McDavid suffers from seasonal allergies, a deviated septum and mitral valve prolapse, a condition that causes the heart valves do not close properly.
“When it’s hot, but not wet, I can stand being outside a little longer, but when wet, I feel like I’m drowning.”
McDavid is certainly not the only one suffering from the adverse effects of heat on health. With nearly half the country for baking in a heatwave, hospitals in some of the worst affected areas are reporting cases of people who come into emergency rooms with heat-related illnesses. Many expect more of the heat wave continues.
Many cases do not necessarily imply a heat stroke or heat exhaustion.
“We see a lot of hot people, but people with diseases, alcohol, drugs, old age and disability, whose conditions are aggravated by heat,” said Dr. James Adams, professor and director of the Department Emergency Medicine at Northwestern Memorial Hospital.
Very high temperature and humidity can affect everyone, but experts say that, besides the children and the elderly, people with medical conditions that follow are particularly susceptible to heat-related illnesses.
Allergies, asthma and other respiratory problems
Allergy and asthma specialists say they are seeing more patients whose disease has been caused by heat and humidity, as well as increased levels of pollutants in the air.
“[We] have seen many new patients first diagnosed with asthma is aggravated by the heavy pollen and extreme temperatures and humidity,” said Dr. Clifford Bassett, medical director of Allergy & Asthma Care of New York .
Bassett also said that in addition to pollen, mold levels increase when wet.
The heat wave is also causing serious respiratory problems such as severe asthma attacks and worsening of chronic obstructive pulmonary disease (COPD). At Temple University Hospital in Philadelphia, several patients need emergency treatment for both conditions. One of them even need a breathing tube.
“Both patients had air conditioning – air-conditioned room, not the whole house – and they were using, however, was not enough to prevent heat aggravates the symptoms,” said Dr. Alvin Wang, an emergency room doctor the Temple.

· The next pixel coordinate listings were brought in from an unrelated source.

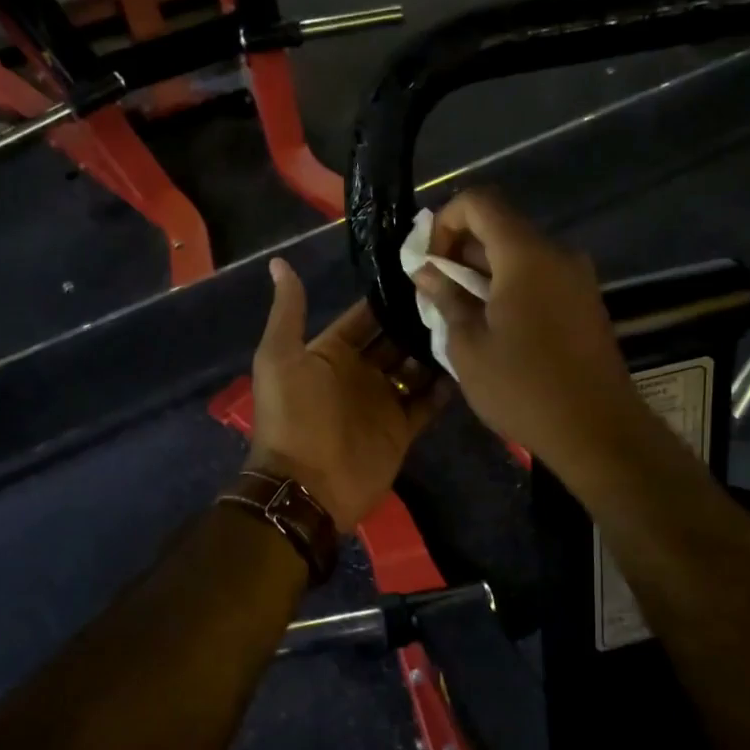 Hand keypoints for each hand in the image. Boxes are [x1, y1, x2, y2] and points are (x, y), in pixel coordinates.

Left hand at [247, 258, 447, 533]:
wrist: (307, 486)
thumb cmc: (293, 416)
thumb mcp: (280, 357)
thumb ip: (288, 311)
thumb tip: (278, 263)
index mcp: (331, 352)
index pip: (365, 317)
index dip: (388, 297)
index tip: (423, 271)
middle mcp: (359, 372)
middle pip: (395, 339)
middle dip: (419, 320)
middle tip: (458, 294)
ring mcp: (382, 401)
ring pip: (415, 367)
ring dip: (436, 349)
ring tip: (471, 322)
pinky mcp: (402, 428)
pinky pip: (428, 402)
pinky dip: (446, 386)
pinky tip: (471, 361)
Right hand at [411, 190, 639, 473]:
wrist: (597, 430)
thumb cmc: (523, 387)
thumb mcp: (468, 346)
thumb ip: (445, 298)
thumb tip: (427, 271)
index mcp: (525, 255)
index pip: (479, 202)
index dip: (444, 222)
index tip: (429, 263)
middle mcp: (556, 254)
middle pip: (499, 227)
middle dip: (459, 251)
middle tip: (435, 292)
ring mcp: (576, 278)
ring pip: (518, 254)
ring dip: (482, 272)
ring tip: (458, 314)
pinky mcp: (584, 301)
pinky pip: (538, 277)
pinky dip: (508, 287)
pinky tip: (492, 326) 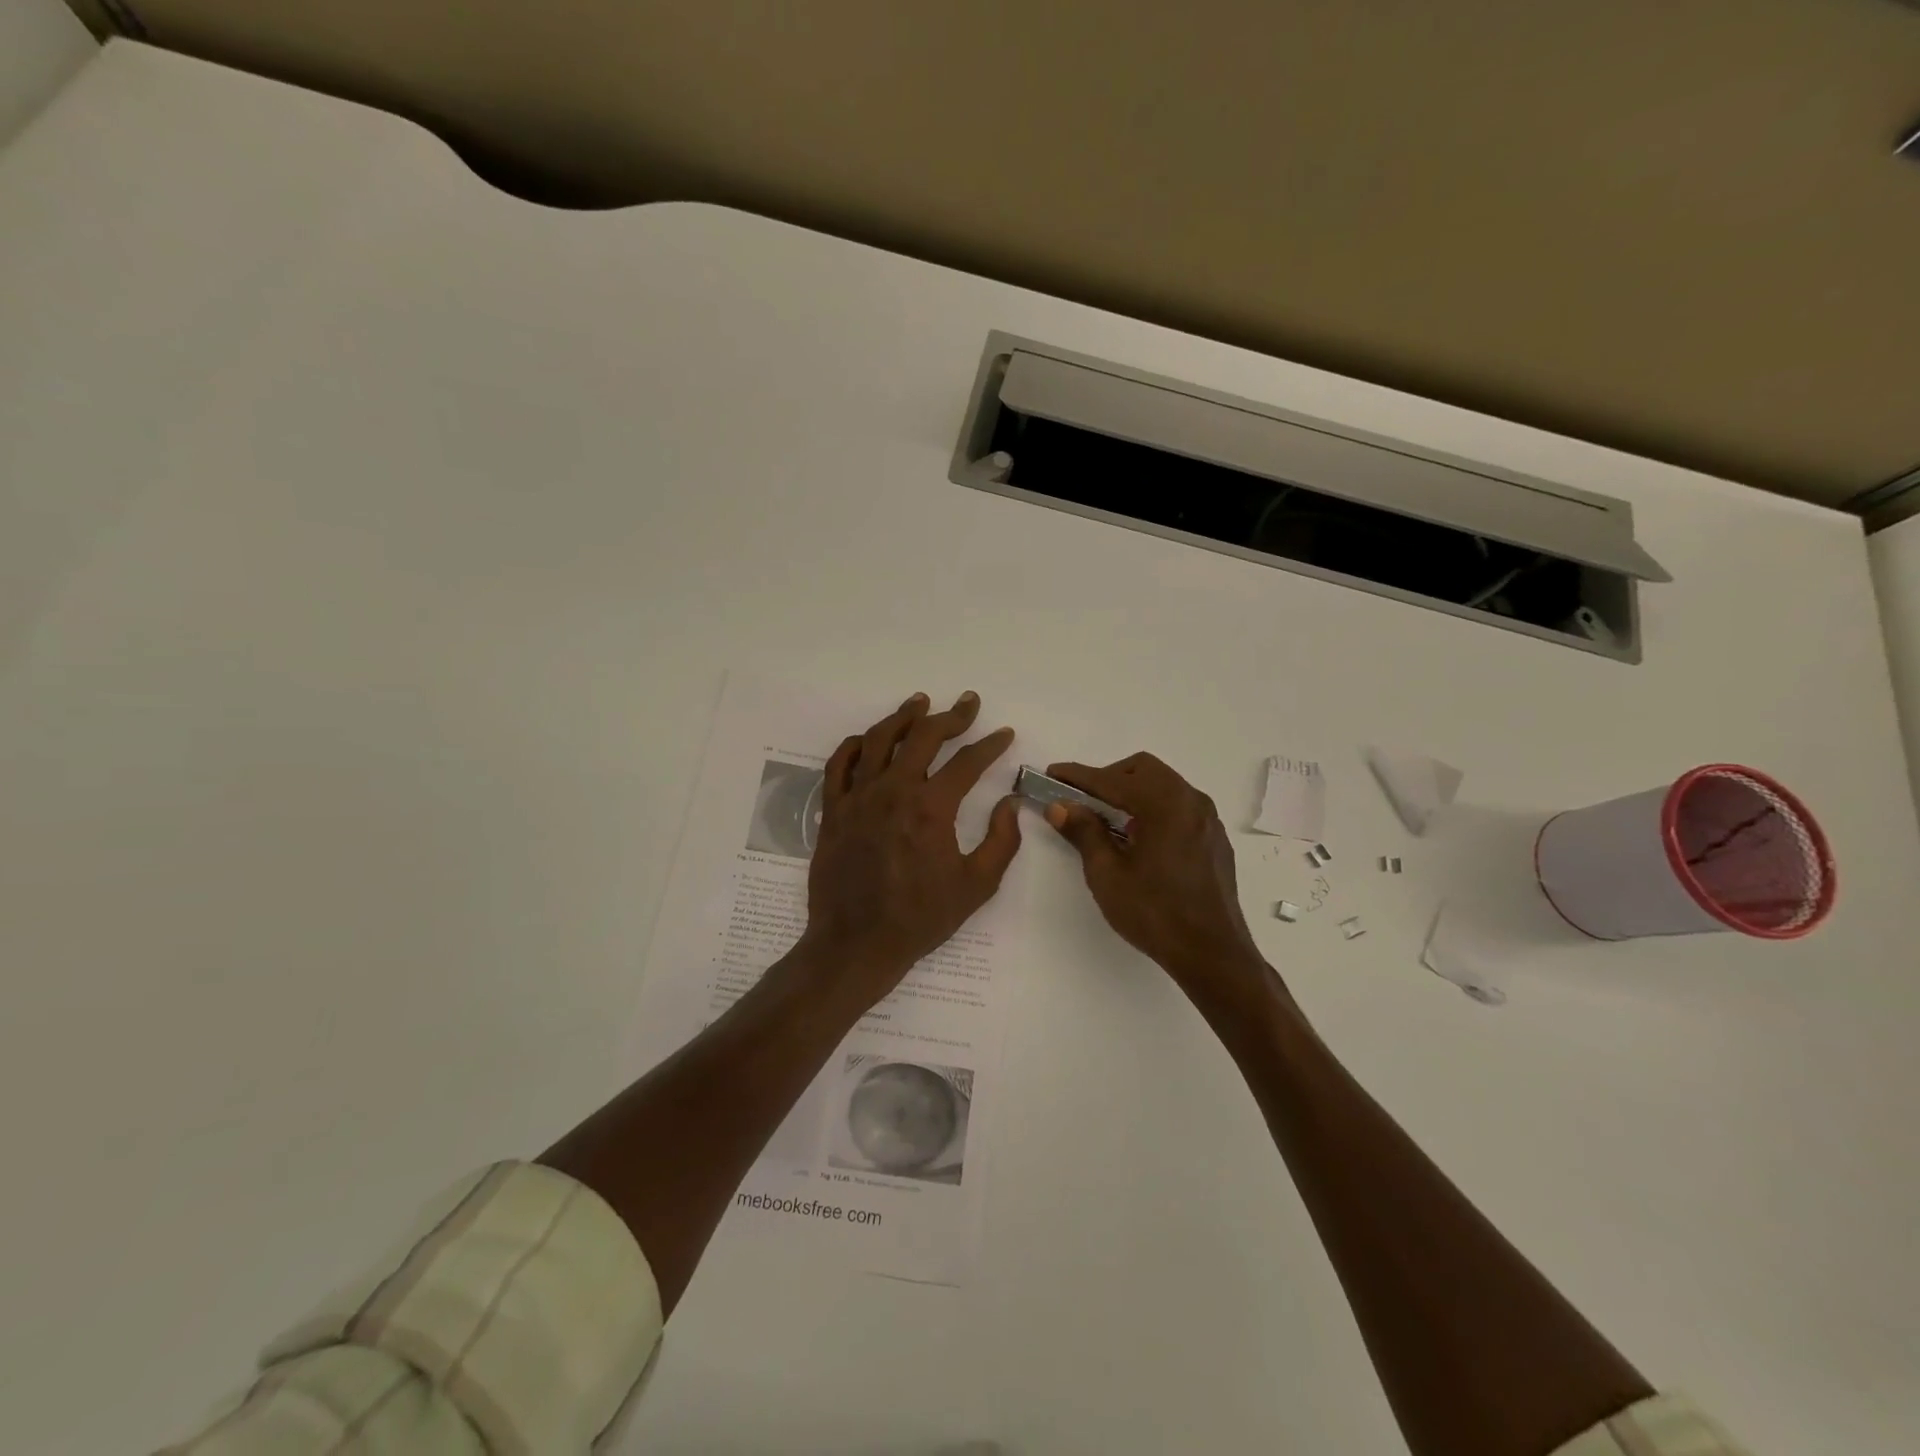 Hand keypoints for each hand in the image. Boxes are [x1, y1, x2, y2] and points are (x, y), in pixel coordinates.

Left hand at [801, 691, 1022, 1003]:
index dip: (990, 745)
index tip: (1003, 733)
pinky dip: (854, 745)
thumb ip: (1002, 841)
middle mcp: (893, 791)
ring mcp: (858, 798)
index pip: (967, 762)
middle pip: (923, 737)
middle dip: (950, 716)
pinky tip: (867, 740)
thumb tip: (1011, 803)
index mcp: (931, 808)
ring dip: (902, 717)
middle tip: (967, 703)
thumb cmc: (920, 918)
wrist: (857, 943)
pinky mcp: (833, 810)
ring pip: (878, 740)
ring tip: (919, 702)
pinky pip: (838, 765)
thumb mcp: (977, 886)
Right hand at [1046, 753, 1272, 1002]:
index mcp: (1164, 804)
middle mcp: (1191, 801)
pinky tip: (1140, 840)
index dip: (1078, 776)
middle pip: (1143, 770)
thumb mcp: (1107, 874)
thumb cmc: (1155, 913)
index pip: (1112, 779)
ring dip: (1133, 792)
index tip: (1052, 774)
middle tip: (1082, 802)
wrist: (1212, 954)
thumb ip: (1084, 832)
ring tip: (1109, 822)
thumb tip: (1060, 806)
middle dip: (1109, 778)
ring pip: (1164, 785)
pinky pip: (1179, 807)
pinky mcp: (1214, 838)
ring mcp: (1208, 819)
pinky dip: (1154, 808)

During a heat wave, experts say that air conditioners can not make the environment cool enough.
Bassett advises anyone with allergies or asthma to stay where the air conditioning, and to change and clean the filters frequently. If you have to go out, check the pollen count and pay special attention to ozone alerts.
“Almost any underlying medical condition may be exacerbated by heat stress and dehydration, but they are the people most at risk are those with severe underlying heart and lung disease,” said Dr. Corey Slovis, professor and director of the Department of Medicine Emergency Medicine School of Vanderbilt University in Nashville, Tennessee
“In times of extreme heat, people are prone to dehydration,” said Dr. Phil Ragno, director of cardiovascular health and welfare at Winthrop University Hospital in Mineola, NY “The more activities we do, we are losing fluid through perspiration, and decreasing the volume of blood in our system. The blood vessels dilate in the heat, and as a result, the heart has to pump harder to circulate a small amount of blood. “
Ragno also says that people with heart disease should drink plenty of fluids before leaving the house when it is hot and should stay hydrated throughout the day.
“People with heart disease should be weighed every morning. If your weight has been reduced slightly, may not be body weight, but body fluid they are losing, which is a sign of impending problems,” said Ragno.